# LAVA

This notebook explores the use of LAVA for data valuation.

<div class="alert alert-info">

If you are reading this in the documentation, some boilerplate has been omitted for convenience.

</div>

## Imports and setup

In [None]:
%load_ext autoreload

In [None]:
%autoreload
%matplotlib inline

import logging
import os
from typing import Tuple

import matplotlib.pyplot as plt
import numpy as np
import pandas as pd
import torch
from sklearn.metrics import confusion_matrix, ConfusionMatrixDisplay
from torch import nn
from torch.utils.data import DataLoader, Subset
from torchvision.datasets import CIFAR10
import torchvision.transforms as transforms
from torchvision.models.resnet import ResNet, BasicBlock, resnet18, ResNet18_Weights
from torchvision.utils import make_grid
from tqdm.auto import tqdm

from support.common import (
    plot_sample_images,
    plot_losses,
)
from support.torch import (
    TrainingManager,
    MODEL_PATH,
    new_resnet_model,
)
from support.types import Losses

logging.basicConfig(level=logging.DEBUG)

plt.rcParams["figure.figsize"] = (7, 7)
plt.rcParams["font.size"] = 12
plt.rcParams["xtick.labelsize"] = 12
plt.rcParams["ytick.labelsize"] = 10
plt.rcParams["axes.facecolor"] = (1, 1, 1, 0)
plt.rcParams["figure.facecolor"] = (1, 1, 1, 0)

random_state = 42
np.random.seed(random_state)
DEVICE = torch.device("cuda:0" if torch.cuda.is_available() else "cpu")

In [None]:
%autoreload
from pydvl.ot.lava import LAVA
from pydvl.utils.dataset import Dataset

## Loading and preprocessing the dataset

In [None]:
transform = transforms.Compose(
    [transforms.ToTensor(), transforms.Normalize((0.5, 0.5, 0.5), (0.5, 0.5, 0.5))]
)
trainset = CIFAR10(root="/tmp/cifar10", train=True, download=True, transform=transform)
valset = CIFAR10(root="/tmp/cifar10", train=False, download=True, transform=transform)
classes = trainset.classes

In [None]:
trainset = Subset(trainset, np.random.randint(low=0, high=len(trainset), size=100))
valset = Subset(valset, np.random.randint(low=0, high=len(valset), size=100))

In [None]:
trainloader = DataLoader(trainset, batch_size=4, shuffle=True, num_workers=0)
valloader = DataLoader(valset, batch_size=4, shuffle=True, num_workers=0)
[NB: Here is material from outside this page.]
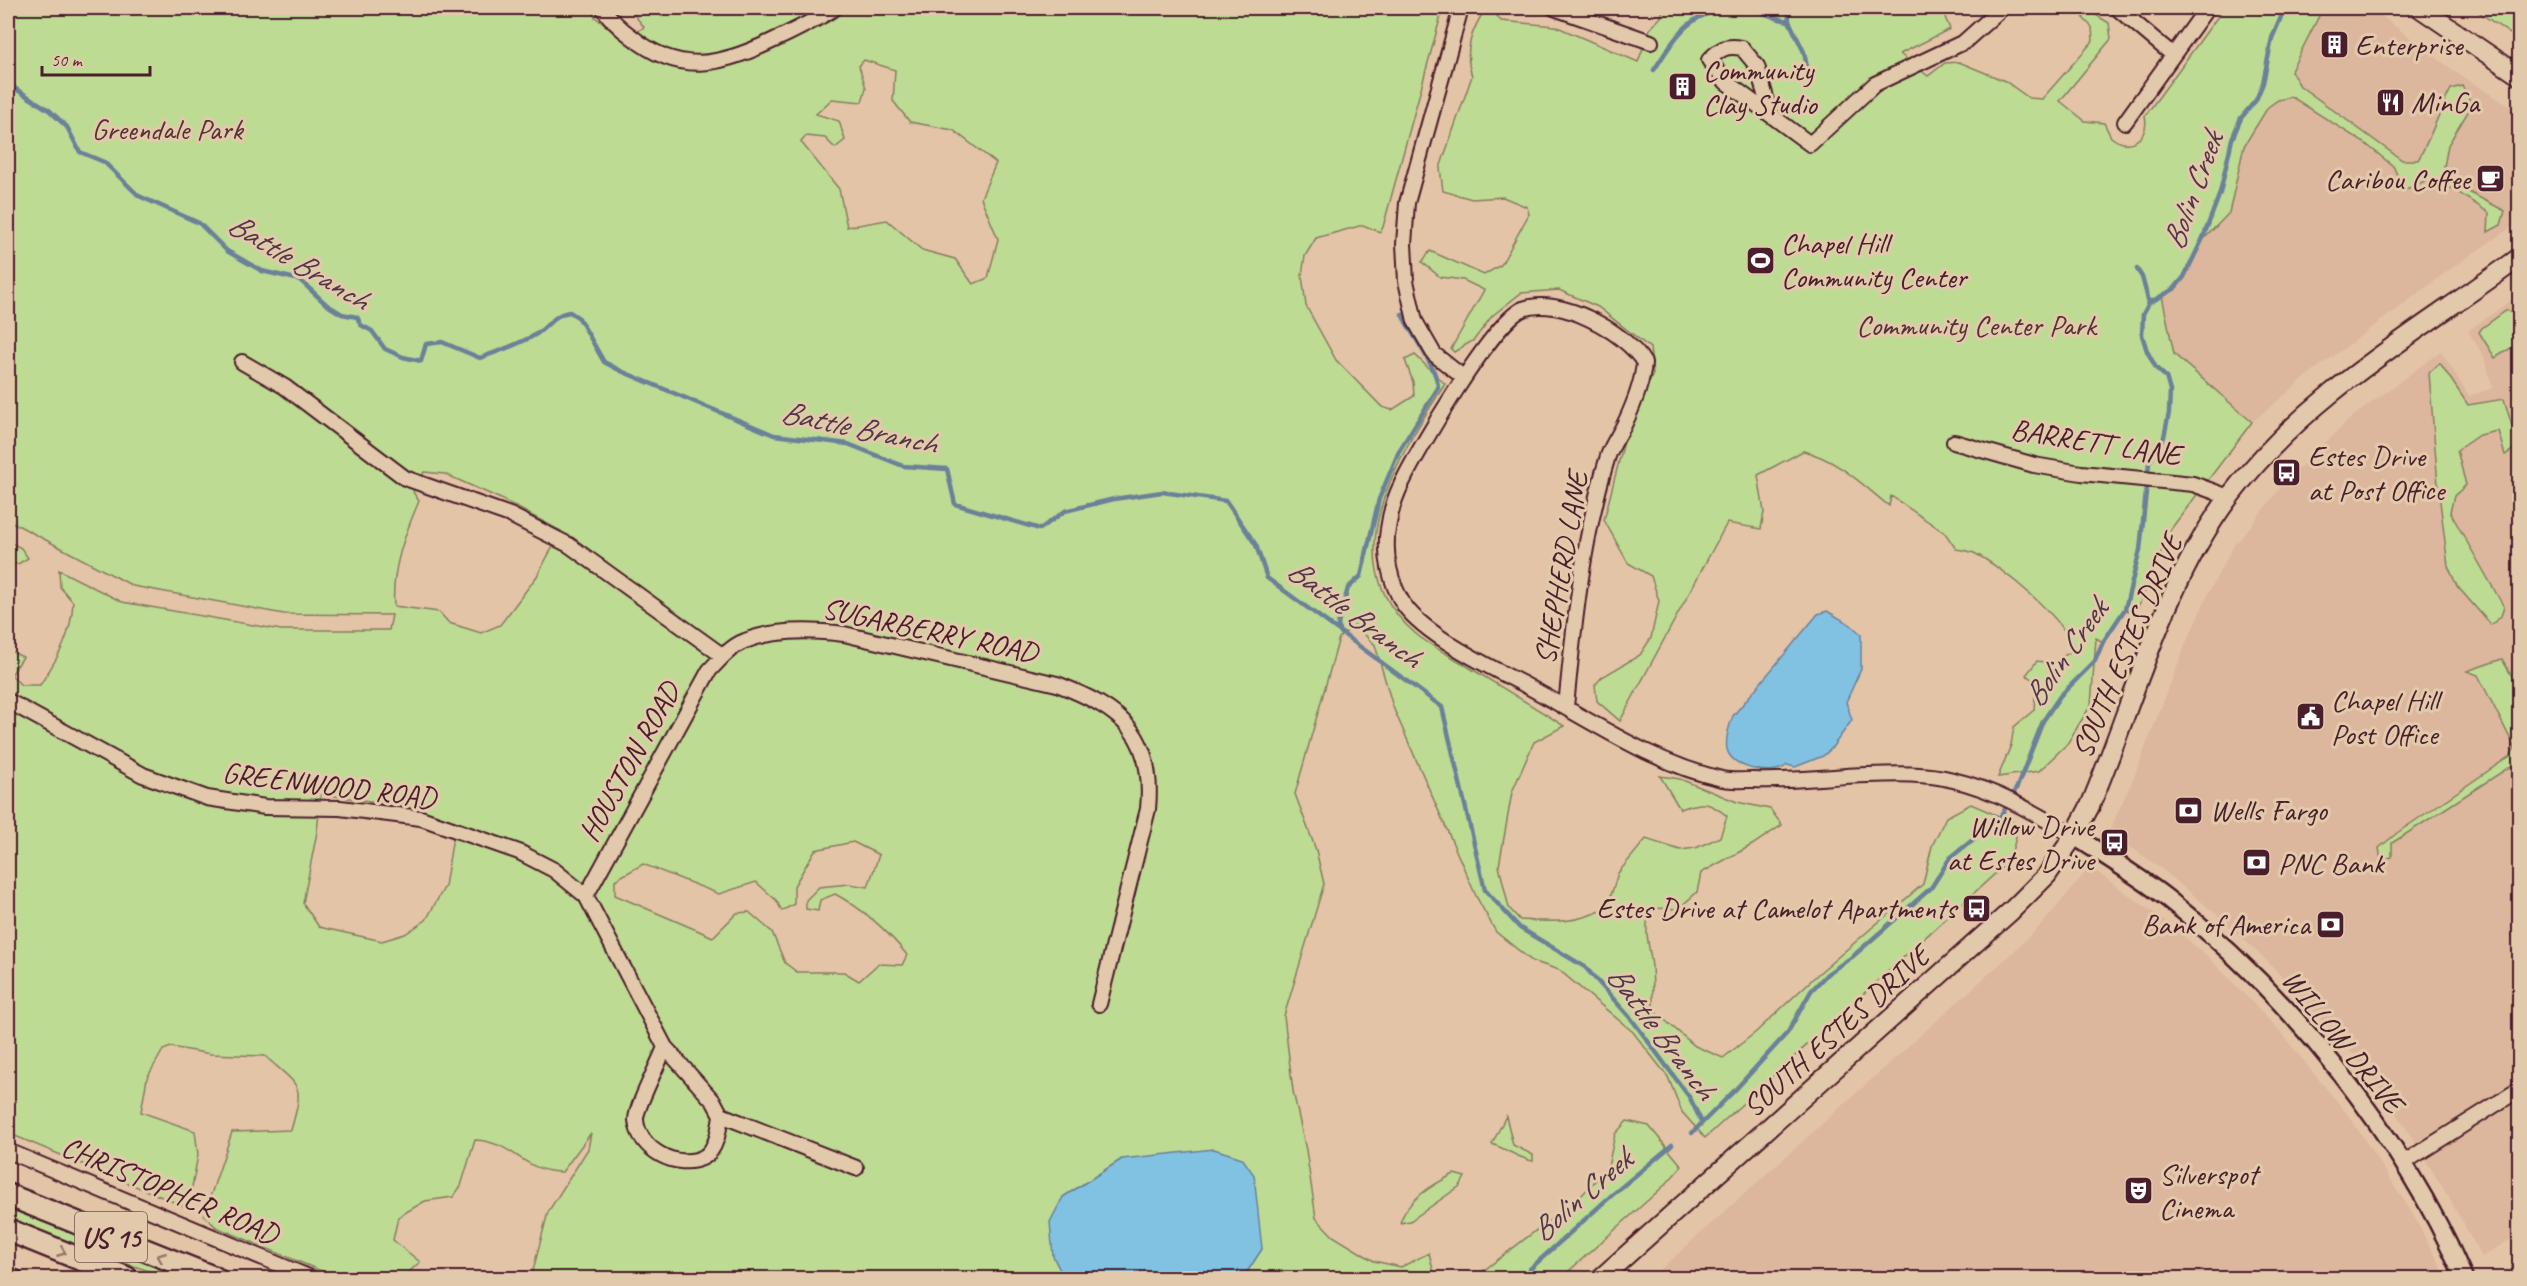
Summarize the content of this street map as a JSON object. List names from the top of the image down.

Let's take a closer look at a few image samples

In [None]:
def imshow(img):
    img = img / 2 + 0.5  # unnormalize
    npimg = img.numpy()
    plt.imshow(np.transpose(npimg, (1, 2, 0)))
    plt.show()


# get some random training images
dataiter = iter(trainloader)
images, labels = next(dataiter)

# show images
imshow(make_grid(images))

## Model definition and training

We now train a model on the validation data (This is the same as in the paper) in order to use it as a feature extractor.

In [None]:
model = ResNet(BasicBlock, [1, 1, 1, 1], num_classes=10)
num_params = sum(p.numel() for p in model.parameters())
print(f"Model has {num_params} parameters")

In [None]:
mgr = TrainingManager(
    "model_lava_cifar10",
    model,
    nn.CrossEntropyLoss(),
    valloader,
    trainloader,
    MODEL_PATH,
    device=DEVICE,
)
# Set use_cache=False to retrain the model
train_loss, val_loss = mgr.train(n_epochs=10, use_cache=False)

In [None]:
plot_losses(Losses(train_loss, val_loss))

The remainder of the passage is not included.